The American Civil Liberties Union of Michigan says the increased training is a great first step to addressing larger issues like mass incarceration of undeserving individuals.
“Recognizing that mental health issues are at the base of a lot of these criminal charges is so important,” said Shelli Weisenberg, ACLU’s political director. “Putting the resources for the training, creating those collaborations even though we don’t have resources in place, it’s a fabulous first start.”
The money comes from grants distributed by the federal government and the jail-diversion committee, donations from organizations like the National Alliance for Mental Illness and increased commitments from police agencies willing to send officers to be trained.
For example, Oakland County has a mental crisis center, called Common Ground, designed for people needing immediate mental help. It’s an important stop for many police officers who need to drop off a mentally ill person, said Jeff Kapuscinski, the director of business development at the agency.
“We think that the programs and services we provide for people in those situations are not only more appropriate for the care they might need at that moment, but it’s also less costly for taxpayers than sending them to jail,” Kapuscinski said.
Kapuscinski says Common Ground is one of only a handful of agencies of its kind in the country. The agency diverted 431 people from jail in 2015, saving Oakland County more than $5 million.
The savings represent progress, Kapuscinski said, but it’s not more than money is necessary. A lack of material resources, like available beds in hospitals, is a serious problem for mentally ill patients.
“Frequently, it’s been our experience that folks experiencing mental health issues or a mental health crisis are lower in terms of the priority of being served in an emergency department,” Kapuscinski said. “That’s when emergency department boarding becomes an issue.”
Both Koops and Kapuscinski agree it’s not uncommon for inmates to wait weeks for an open spot.
“The number-one issue up here is not training, it’s the availability of bed space for mental health patients,” said Cheboygan County Sheriff Dale Clarmont. “We had a violent offender with mental issues a little while ago who waited three days before we got a bed for him.”
AuSable Valley Community Mental Health, which covers Iosco, Ogemaw and Oscoda counties, averages three to four such individuals a year. Northern Lakes Community Mental Health, which covers six counties in the northwest part of the Lower Peninsula, diverted 30 people people from jail.
Clarmont requires that all of his officers receive training every 24 months, but those training sessions are less in-depth than some that are hosted further south.
“We can train them for the very short term,” he said. “But we are not mental health officials. To be frank, we don’t have the medication or facilities.”

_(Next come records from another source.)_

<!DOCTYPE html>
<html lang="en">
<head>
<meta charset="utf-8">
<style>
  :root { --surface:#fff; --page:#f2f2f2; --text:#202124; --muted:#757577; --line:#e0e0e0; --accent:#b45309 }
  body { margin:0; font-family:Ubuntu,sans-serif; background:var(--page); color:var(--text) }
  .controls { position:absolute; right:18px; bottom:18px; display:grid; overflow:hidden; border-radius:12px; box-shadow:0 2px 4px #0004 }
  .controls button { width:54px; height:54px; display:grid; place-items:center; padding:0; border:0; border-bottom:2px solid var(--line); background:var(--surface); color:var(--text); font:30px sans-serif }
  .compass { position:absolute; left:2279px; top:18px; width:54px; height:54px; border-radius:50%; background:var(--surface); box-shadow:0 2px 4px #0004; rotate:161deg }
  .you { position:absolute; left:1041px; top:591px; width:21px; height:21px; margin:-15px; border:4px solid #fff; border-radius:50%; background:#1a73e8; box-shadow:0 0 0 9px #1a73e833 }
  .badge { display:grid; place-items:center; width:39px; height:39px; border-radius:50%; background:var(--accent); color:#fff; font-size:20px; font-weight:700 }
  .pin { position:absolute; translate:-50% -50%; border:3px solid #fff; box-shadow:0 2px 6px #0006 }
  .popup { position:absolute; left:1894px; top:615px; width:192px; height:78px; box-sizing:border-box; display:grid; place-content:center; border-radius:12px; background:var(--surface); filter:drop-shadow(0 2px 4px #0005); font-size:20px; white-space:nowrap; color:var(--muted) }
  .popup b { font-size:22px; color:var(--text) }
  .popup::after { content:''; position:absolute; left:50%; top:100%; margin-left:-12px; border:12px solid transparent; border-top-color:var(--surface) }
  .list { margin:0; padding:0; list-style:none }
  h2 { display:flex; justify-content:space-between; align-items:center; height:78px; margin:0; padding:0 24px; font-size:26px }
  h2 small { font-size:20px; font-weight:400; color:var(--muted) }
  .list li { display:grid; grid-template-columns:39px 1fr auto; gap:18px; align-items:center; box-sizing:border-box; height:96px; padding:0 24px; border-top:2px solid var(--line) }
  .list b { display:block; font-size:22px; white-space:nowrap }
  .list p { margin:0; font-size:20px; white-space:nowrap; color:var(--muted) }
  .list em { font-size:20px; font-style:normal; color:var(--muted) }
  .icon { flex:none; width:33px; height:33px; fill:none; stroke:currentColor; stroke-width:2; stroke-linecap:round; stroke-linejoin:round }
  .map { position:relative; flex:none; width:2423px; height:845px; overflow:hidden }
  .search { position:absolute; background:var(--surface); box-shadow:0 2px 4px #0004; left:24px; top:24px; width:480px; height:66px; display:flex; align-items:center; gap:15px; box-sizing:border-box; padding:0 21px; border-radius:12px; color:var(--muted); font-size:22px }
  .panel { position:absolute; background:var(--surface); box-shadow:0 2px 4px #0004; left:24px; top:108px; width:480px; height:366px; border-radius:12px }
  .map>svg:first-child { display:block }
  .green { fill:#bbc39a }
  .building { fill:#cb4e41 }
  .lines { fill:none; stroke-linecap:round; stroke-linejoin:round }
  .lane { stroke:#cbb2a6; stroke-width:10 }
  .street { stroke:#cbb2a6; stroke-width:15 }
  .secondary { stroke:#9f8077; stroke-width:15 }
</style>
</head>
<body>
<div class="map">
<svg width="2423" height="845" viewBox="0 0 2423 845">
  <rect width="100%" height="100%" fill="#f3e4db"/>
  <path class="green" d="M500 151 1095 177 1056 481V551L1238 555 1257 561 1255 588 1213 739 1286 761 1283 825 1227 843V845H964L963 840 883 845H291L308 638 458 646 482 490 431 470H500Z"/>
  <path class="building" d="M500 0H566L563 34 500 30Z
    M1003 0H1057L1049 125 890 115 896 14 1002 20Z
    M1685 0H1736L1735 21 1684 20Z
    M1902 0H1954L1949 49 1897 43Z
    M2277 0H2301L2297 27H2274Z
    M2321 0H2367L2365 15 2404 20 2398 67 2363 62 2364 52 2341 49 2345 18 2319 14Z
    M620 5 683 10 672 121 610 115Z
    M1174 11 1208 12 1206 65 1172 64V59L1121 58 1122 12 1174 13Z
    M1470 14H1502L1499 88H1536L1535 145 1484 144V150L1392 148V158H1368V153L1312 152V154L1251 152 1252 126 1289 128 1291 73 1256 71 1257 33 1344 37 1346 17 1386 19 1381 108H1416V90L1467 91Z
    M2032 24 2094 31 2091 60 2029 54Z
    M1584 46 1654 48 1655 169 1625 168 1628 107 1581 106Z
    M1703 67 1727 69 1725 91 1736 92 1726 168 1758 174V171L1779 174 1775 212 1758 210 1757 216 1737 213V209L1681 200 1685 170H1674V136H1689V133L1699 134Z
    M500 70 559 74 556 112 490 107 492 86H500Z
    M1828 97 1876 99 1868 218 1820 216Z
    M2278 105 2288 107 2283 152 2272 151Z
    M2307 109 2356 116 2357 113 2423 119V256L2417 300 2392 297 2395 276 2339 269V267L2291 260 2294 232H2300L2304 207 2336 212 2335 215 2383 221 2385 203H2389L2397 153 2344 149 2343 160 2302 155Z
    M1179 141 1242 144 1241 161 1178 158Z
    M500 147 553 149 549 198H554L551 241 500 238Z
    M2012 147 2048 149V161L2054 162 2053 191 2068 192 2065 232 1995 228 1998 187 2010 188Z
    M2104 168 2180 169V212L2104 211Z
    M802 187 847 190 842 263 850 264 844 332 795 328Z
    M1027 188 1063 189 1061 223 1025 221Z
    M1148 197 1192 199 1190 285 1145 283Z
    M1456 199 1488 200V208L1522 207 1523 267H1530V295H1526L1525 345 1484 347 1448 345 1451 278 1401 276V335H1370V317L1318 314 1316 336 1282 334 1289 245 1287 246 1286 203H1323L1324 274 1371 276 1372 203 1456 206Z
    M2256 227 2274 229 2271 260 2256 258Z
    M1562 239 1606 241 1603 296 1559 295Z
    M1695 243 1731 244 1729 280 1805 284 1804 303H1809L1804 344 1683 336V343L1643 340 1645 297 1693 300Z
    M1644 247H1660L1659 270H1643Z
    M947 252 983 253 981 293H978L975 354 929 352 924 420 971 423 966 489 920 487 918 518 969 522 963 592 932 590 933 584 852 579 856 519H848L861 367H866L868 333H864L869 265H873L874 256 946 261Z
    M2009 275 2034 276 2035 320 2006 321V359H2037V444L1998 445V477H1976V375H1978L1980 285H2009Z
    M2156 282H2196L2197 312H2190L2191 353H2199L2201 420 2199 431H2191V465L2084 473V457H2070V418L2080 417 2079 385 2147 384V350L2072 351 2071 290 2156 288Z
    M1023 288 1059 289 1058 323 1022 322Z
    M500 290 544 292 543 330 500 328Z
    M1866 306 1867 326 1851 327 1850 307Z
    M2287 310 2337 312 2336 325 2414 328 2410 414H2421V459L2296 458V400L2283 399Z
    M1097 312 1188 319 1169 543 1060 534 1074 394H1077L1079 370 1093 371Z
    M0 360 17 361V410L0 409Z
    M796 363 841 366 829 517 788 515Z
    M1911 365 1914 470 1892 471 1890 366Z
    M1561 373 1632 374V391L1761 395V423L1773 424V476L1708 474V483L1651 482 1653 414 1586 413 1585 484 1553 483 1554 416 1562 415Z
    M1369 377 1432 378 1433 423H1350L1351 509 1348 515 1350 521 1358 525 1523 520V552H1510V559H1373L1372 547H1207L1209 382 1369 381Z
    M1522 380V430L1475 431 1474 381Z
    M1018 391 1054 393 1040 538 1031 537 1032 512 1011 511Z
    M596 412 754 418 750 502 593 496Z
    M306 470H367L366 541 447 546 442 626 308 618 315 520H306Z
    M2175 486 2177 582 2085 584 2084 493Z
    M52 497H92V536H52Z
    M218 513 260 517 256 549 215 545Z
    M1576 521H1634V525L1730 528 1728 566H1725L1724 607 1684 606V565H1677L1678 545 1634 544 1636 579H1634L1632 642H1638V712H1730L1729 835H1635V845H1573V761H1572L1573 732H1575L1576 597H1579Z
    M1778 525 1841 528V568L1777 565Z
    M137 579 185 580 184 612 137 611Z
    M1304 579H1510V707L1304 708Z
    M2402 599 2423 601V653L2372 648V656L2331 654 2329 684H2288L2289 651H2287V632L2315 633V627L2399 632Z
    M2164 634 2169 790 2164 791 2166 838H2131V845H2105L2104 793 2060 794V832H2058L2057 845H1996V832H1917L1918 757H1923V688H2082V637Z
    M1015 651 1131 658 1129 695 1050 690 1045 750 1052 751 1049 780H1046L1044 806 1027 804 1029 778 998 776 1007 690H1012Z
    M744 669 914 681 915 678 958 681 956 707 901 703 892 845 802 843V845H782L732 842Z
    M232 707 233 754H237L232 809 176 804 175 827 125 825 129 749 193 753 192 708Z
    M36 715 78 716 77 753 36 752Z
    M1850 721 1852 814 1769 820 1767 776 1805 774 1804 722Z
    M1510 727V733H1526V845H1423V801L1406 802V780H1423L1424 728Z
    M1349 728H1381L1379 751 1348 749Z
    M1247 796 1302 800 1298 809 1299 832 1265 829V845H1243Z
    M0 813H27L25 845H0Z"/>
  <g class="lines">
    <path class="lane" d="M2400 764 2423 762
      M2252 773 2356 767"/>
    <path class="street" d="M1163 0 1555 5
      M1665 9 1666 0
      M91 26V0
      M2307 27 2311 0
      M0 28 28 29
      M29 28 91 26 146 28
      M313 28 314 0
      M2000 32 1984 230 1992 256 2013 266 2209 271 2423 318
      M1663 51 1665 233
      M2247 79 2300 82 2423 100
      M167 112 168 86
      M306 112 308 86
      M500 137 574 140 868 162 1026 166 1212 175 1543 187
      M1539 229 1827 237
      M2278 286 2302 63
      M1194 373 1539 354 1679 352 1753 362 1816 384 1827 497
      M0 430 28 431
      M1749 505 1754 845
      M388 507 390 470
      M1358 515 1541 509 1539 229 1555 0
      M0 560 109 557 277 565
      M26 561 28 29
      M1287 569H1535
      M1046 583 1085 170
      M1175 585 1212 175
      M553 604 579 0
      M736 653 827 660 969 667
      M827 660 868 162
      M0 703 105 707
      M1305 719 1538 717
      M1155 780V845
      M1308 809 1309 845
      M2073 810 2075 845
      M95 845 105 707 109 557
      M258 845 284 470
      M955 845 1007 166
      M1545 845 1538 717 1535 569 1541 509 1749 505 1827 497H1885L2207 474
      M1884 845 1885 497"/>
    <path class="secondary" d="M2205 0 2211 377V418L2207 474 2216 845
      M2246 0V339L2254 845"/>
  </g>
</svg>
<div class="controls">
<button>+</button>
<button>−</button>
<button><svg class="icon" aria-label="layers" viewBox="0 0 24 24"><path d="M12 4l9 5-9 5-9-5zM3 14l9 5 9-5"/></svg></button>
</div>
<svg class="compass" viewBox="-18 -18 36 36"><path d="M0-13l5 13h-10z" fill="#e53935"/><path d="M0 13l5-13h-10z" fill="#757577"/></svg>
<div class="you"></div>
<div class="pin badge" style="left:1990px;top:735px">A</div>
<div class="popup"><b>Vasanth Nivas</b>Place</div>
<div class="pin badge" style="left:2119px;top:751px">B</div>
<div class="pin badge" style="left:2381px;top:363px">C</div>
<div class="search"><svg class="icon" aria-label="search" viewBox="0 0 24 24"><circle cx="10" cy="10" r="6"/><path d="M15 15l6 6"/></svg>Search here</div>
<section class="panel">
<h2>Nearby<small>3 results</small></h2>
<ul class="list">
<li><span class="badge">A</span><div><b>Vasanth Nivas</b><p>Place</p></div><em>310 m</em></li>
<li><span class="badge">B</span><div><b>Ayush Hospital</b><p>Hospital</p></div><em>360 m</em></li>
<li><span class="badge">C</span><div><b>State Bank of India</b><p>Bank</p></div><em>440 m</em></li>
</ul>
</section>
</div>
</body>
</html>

Despite the mountain of barriers many sheriffs and community health officials have begun to climb, other public figures involved in the conversation are on the move. In July, 2017 the MiLegislature created the House C.A.R.E.S. task force made up of 14 lawmakers. The group is charged with addressing the growing issue of mental health, and that includes mental health reform in the criminal justice system.
“We’ve identified through the first meetings of the task force, perhaps we can do a better job of communication when someone enters the corrections area,” said Rep. Dave Pagel, R-Berrien Springs, a member of the task force. “We have to find the best way to care for these folks.”
For Koops, of the Sheriffs’ Association, the pivot toward more help for the mentally ill is a welcome first step toward solving an old problem.
“From a personal perspective, I’ve been doing this for 42 years,” he said. “And this is the first time in 42 years I’ve actually seen some coalitions come together to see this issue and want to work and make it better.”